* _What you are asked to do_: The records underneath are to be printed in full and exactly, with no pictures carried over.

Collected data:
■ ■ ■ ■ ■ ■ ■
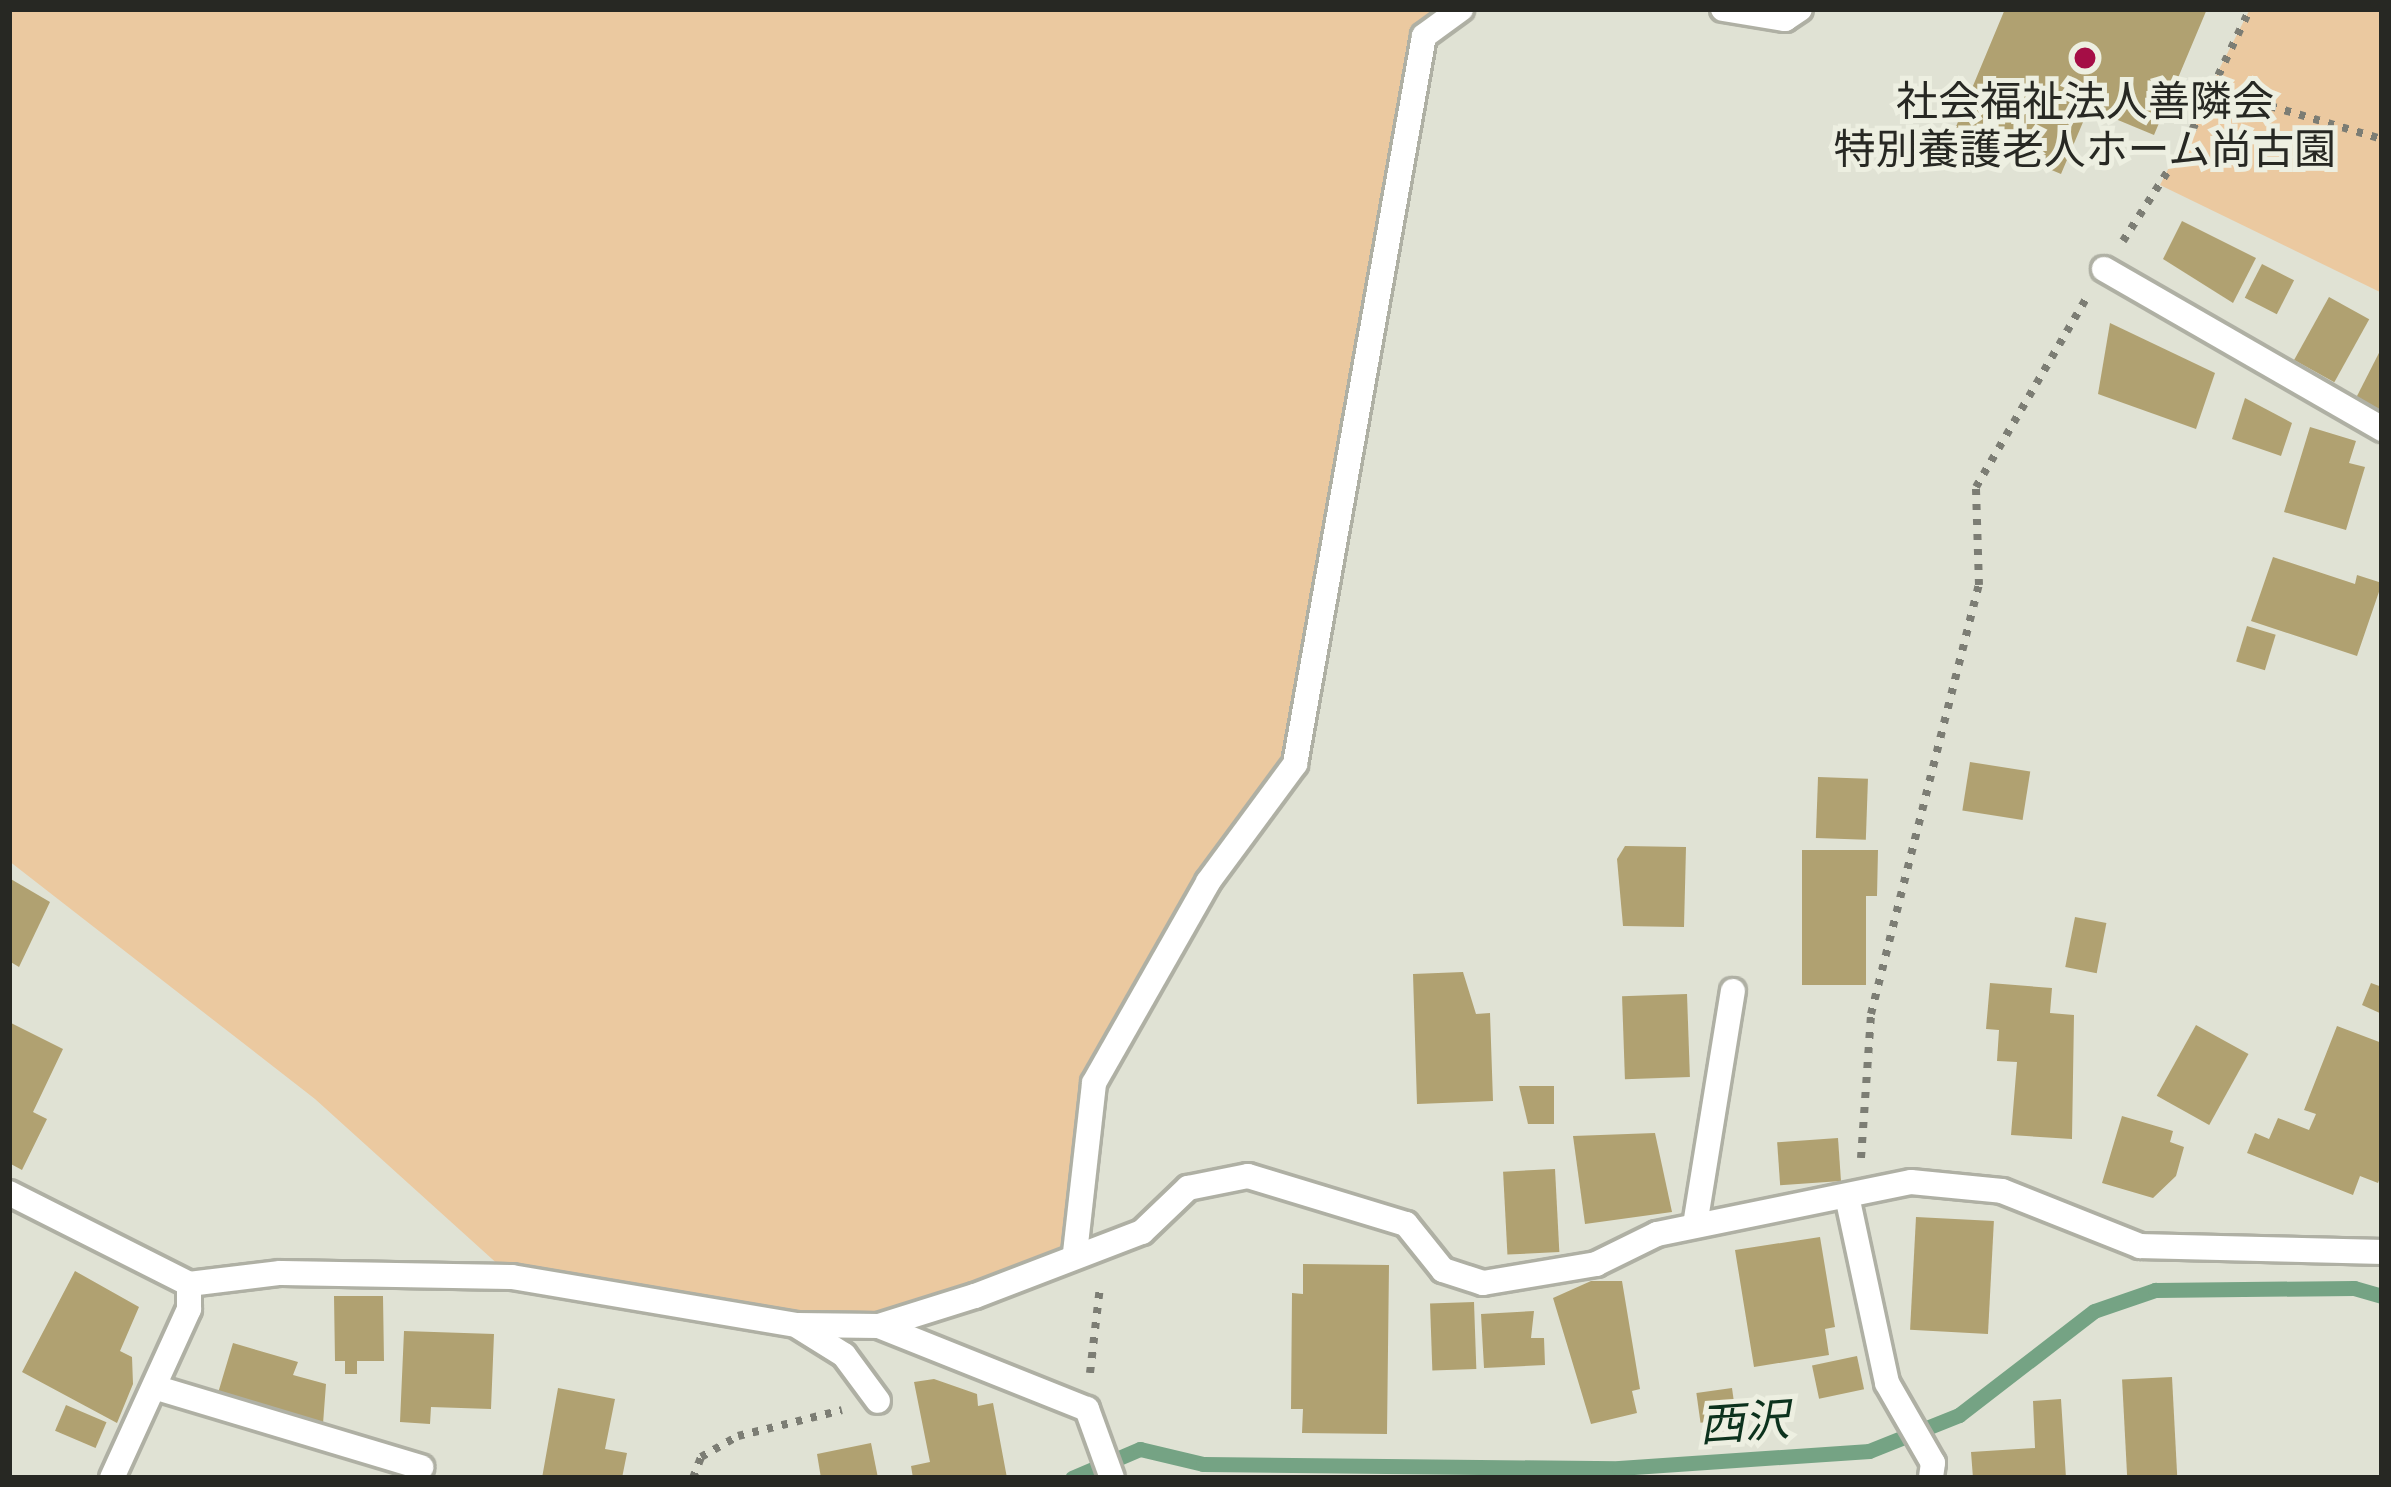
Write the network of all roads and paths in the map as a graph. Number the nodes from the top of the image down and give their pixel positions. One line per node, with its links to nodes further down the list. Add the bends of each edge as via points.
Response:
1 (1461, 9): 15 (lane, via 1424,36 1295,764 1208,882 1094,1084)
2 (1724, 9): 3 (lane, via 1786,19)
3 (1801, 9)
4 (2250, 9): 5 (path)
5 (2212, 89): 6 (path); 7 (path)
6 (2382, 139)
7 (2104, 269): 8 (lane); 11 (path, via 1976,487 1978,585 1870,1014)
8 (2382, 429)
9 (1733, 991): 12 (lane)
10 (9, 1193): 16 (lane)
11 (1852, 1196): 12 (lane); 14 (lane, via 1910,1182 2002,1190 2140,1246); 23 (lane, via 1898,1402)
12 (1695, 1226): 13 (lane, via 1596,1264 1483,1283 1443,1270 1406,1224 1248,1176 1188,1188 1142,1232)
13 (1104, 1243): 15 (lane); 21 (path)
14 (2382, 1252)
15 (1075, 1253): 18 (lane)
16 (189, 1283): 17 (lane, via 280,1274 512,1277); 19 (lane, via 189,1309)
17 (797, 1325): 18 (lane); 20 (lane, via 844,1355)
18 (879, 1326): 21 (lane)
19 (158, 1388): 22 (lane); 24 (lane)
20 (878, 1401): 25 (path, via 738,1436 701,1457)
21 (1090, 1419): 26 (lane)
22 (421, 1467)
23 (1932, 1471)
24 (112, 1478)
25 (693, 1478)
26 (1112, 1478)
■ ■ ■ ■ ■ ■ ■
* _The answer_:
Write the network of all roads and paths in the map as a graph. Number the nodes from the top of the image down and give their pixel positions. One line per node, with its links to nodes further down the list. Add the bends of each edge as via points.
Response:
1 (1461, 9): 15 (lane, via 1424,36 1295,764 1208,882 1094,1084)
2 (1724, 9): 3 (lane, via 1786,19)
3 (1801, 9)
4 (2250, 9): 5 (path)
5 (2212, 89): 6 (path); 7 (path)
6 (2382, 139)
7 (2104, 269): 8 (lane); 11 (path, via 1976,487 1978,585 1870,1014)
8 (2382, 429)
9 (1733, 991): 12 (lane)
10 (9, 1193): 16 (lane)
11 (1852, 1196): 12 (lane); 14 (lane, via 1910,1182 2002,1190 2140,1246); 23 (lane, via 1898,1402)
12 (1695, 1226): 13 (lane, via 1596,1264 1483,1283 1443,1270 1406,1224 1248,1176 1188,1188 1142,1232)
13 (1104, 1243): 15 (lane); 21 (path)
14 (2382, 1252)
15 (1075, 1253): 18 (lane)
16 (189, 1283): 17 (lane, via 280,1274 512,1277); 19 (lane, via 189,1309)
17 (797, 1325): 18 (lane); 20 (lane, via 844,1355)
18 (879, 1326): 21 (lane)
19 (158, 1388): 22 (lane); 24 (lane)
20 (878, 1401): 25 (path, via 738,1436 701,1457)
21 (1090, 1419): 26 (lane)
22 (421, 1467)
23 (1932, 1471)
24 (112, 1478)
25 (693, 1478)
26 (1112, 1478)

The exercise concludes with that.